Marie-Louise abriu a porta, mas e quando a quiserem fechar?

A nomeação de Marie-Louise Eta para treinadora do Union Berlin lançou ondas de choque, orgulho, admiração, fez história ao ser a primeira mulher no cargo na Bundesliga. O clube despediu Steffen Baumgart e nomeou Eta, que já estava na estrutura do clube e se preparava para assumir o comando da equipa feminina.

Dois jogos e duas derrotas depois, frente a Wolfsburgo e Leipzig, o que se pensa? Muitos dirão… ‘agora despedi-la parece mal…’ Mas convenhamos, quanto trabalho terá ela conseguido fazer numa equipa que tem apenas 8 vitórias, sendo que na primeira semana teve a conferência de imprensa mais concorrida da época?

Vincent Kompany, treinador do Bayern, sublinhou uma nomeação que «abre portas», mas em entrevista ao site da Bundesliga, Marie-Louise quer ser tratada como apenas mais um profissional: «Quanto à minha posição, penso que é independente do género e deve centrar-se no desempenho. Seja homem ou mulher, não se trata de fazer uma afirmação, mas sim garantir que essa pessoa é a mais adequada para o cargo.»

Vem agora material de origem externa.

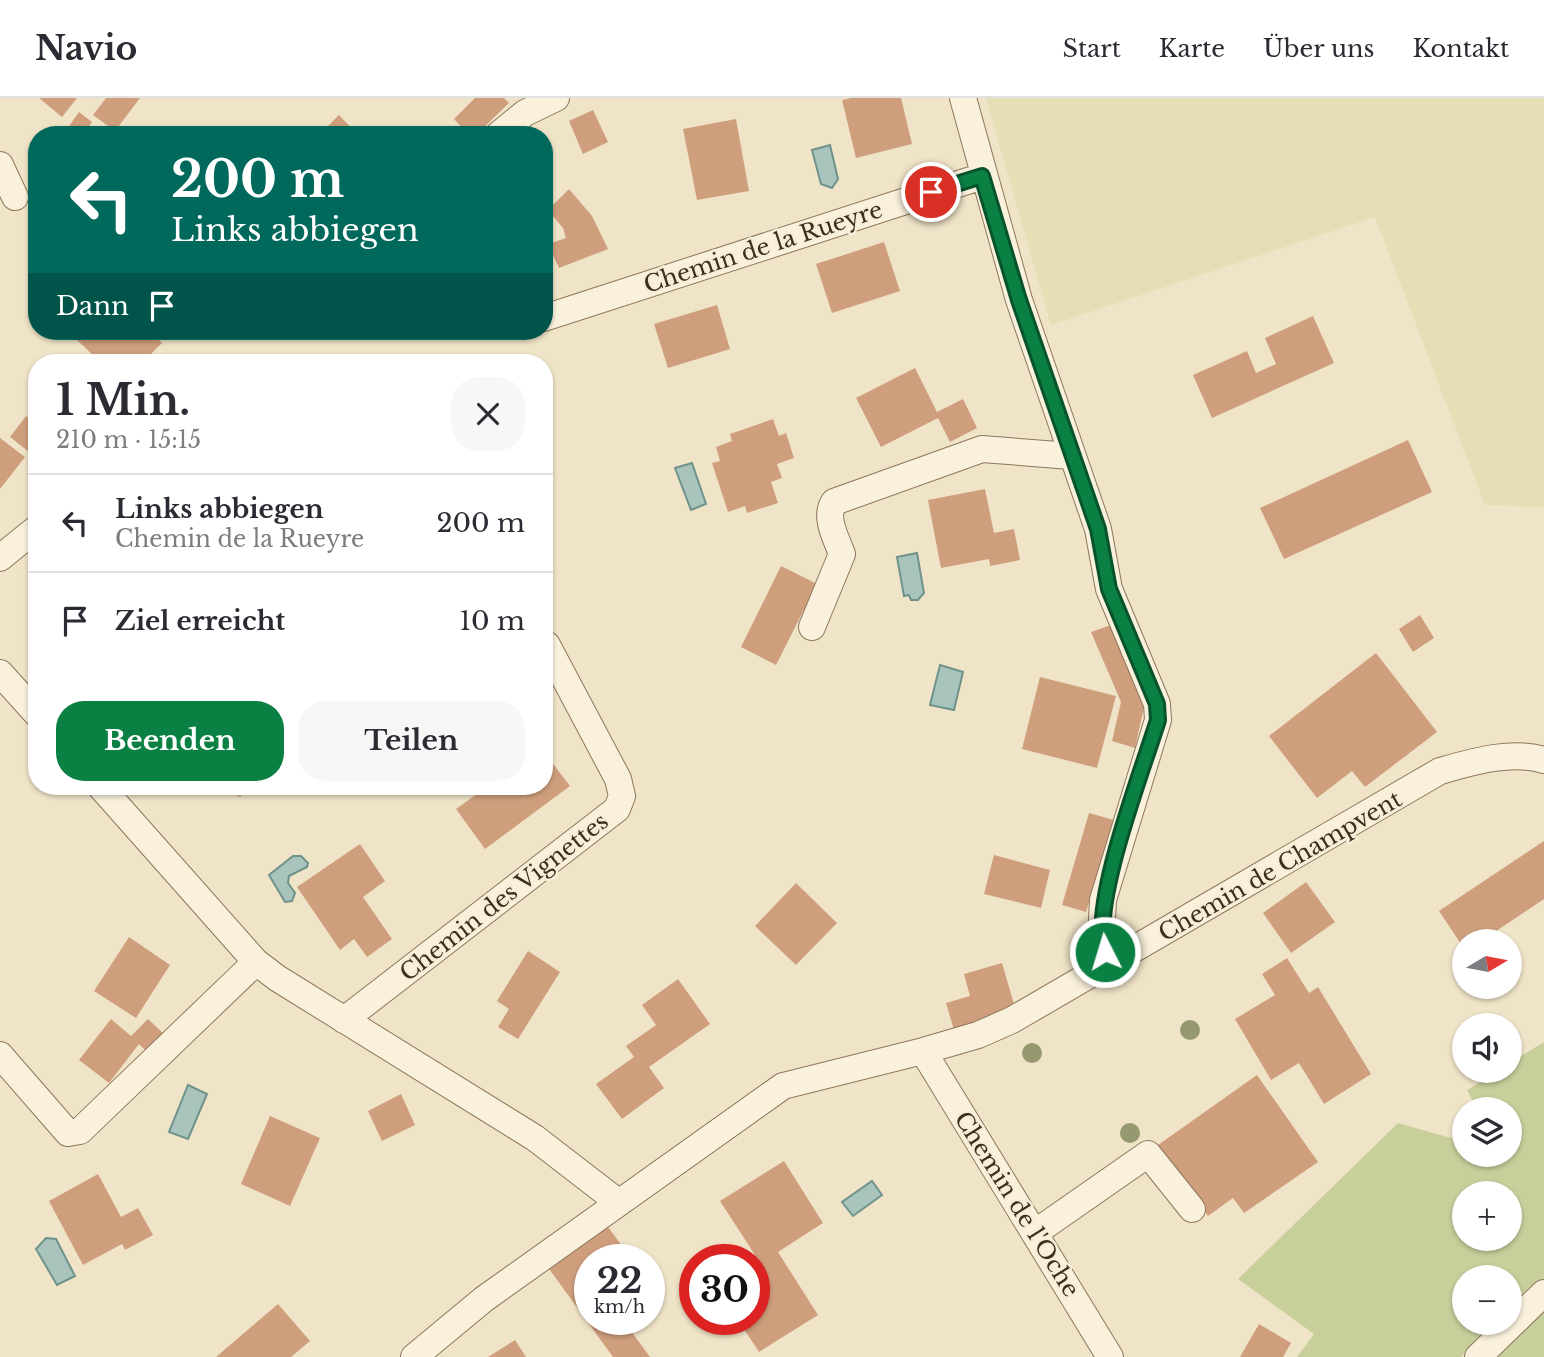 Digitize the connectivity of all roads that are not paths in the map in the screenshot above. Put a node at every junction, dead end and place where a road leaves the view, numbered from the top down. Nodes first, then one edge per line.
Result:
1 (556, 98) edge
2 (963, 98) edge
3 (509, 126) edge
4 (0, 165) edge
5 (982, 176) junction
6 (15, 197) dead end
7 (553, 315) edge
8 (1071, 456) junction
9 (28, 535) edge
10 (0, 558) edge
11 (811, 627) dead end
12 (553, 656) edge
13 (0, 673) edge
14 (28, 704) edge
15 (1544, 760) edge
16 (108, 795) edge
17 (257, 962) junction
18 (1110, 965) junction
19 (344, 1020) junction
20 (923, 1051) junction
21 (0, 1055) edge
22 (618, 1202) junction
23 (1192, 1209) dead end
24 (1036, 1232) junction
25 (1544, 1293) edge
26 (414, 1357) edge
27 (1110, 1357) edge
28 (1478, 1357) edge

1 - 3 street
2 - 5 street
4 - 6 street
5 - 7 street, Chemin de la Rueyre
5 - 8 street
8 - 11 street
8 - 18 street
9 - 10 street
12 - 19 street, Chemin des Vignettes
13 - 14 street
15 - 18 street, Chemin de Champvent
16 - 17 street
17 - 19 street
17 - 21 street
18 - 20 street, Chemin de Champvent
19 - 22 street
20 - 22 street, Chemin de Champvent
20 - 24 street, Chemin de l'Oche
22 - 26 street, Chemin de Champvent
23 - 24 street
24 - 27 street, Chemin de l'Oche
25 - 28 street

A três jornadas do fim, a equipa continua aflita na classificação e vai defrontar Colónia, que também precisa de pontos, e Mainz e Augsburgo, mais confortáveis na tabela apesar de não terem vencido nesta jornada.

A aposta do Union foi tomada com prazo de validade, até final da época, mas verdadeiramente revolucionário seria oferecer já, sem manutenção assegurada, a chance de continuar a treinar a equipa masculina na próxima temporada. Aí sim, poderia ser julgada pelo desempenho e, eventualmente, despedida pela falta de mérito, como se faz com qualquer outro treinador. Portas que se abrem e fecham com naturalidade.